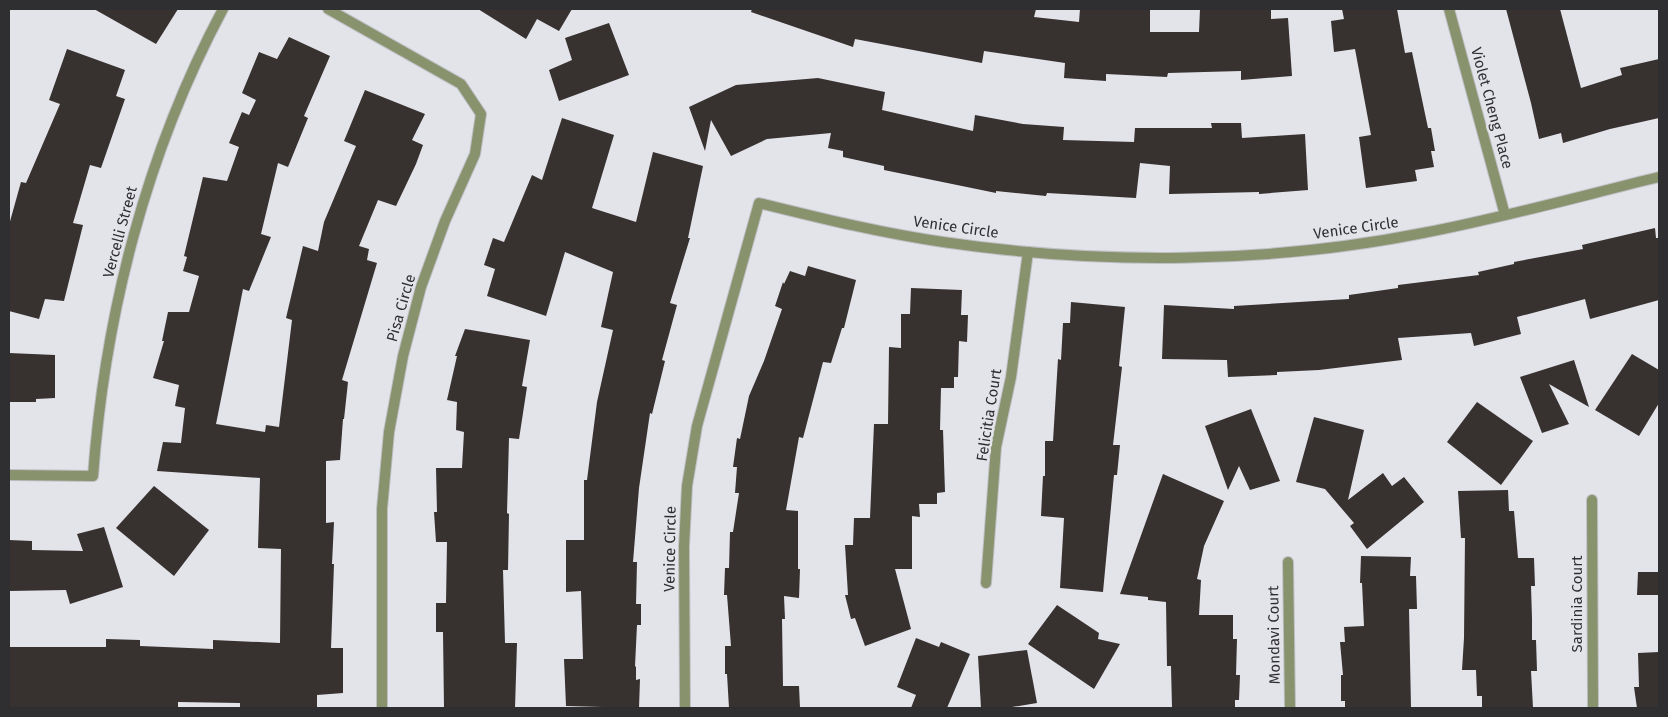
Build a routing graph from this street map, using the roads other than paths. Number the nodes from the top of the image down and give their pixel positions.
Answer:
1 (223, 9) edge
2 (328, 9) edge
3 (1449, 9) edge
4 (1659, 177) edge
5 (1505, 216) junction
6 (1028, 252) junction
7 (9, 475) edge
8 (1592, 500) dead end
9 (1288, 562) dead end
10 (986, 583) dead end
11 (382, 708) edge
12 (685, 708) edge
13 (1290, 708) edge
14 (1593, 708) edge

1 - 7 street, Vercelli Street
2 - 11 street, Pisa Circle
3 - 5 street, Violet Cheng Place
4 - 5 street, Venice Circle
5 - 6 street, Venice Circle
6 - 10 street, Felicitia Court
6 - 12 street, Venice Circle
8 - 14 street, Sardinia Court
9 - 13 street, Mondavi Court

━━━━━━

Leave out the pictures and repeat everything else in the records exactly.

Build a routing graph from this street map, using the roads other than paths. Number the nodes from the top of the image down and give their pixel positions.
Answer:
1 (223, 9) edge
2 (328, 9) edge
3 (1449, 9) edge
4 (1659, 177) edge
5 (1505, 216) junction
6 (1028, 252) junction
7 (9, 475) edge
8 (1592, 500) dead end
9 (1288, 562) dead end
10 (986, 583) dead end
11 (382, 708) edge
12 (685, 708) edge
13 (1290, 708) edge
14 (1593, 708) edge

1 - 7 street, Vercelli Street
2 - 11 street, Pisa Circle
3 - 5 street, Violet Cheng Place
4 - 5 street, Venice Circle
5 - 6 street, Venice Circle
6 - 10 street, Felicitia Court
6 - 12 street, Venice Circle
8 - 14 street, Sardinia Court
9 - 13 street, Mondavi Court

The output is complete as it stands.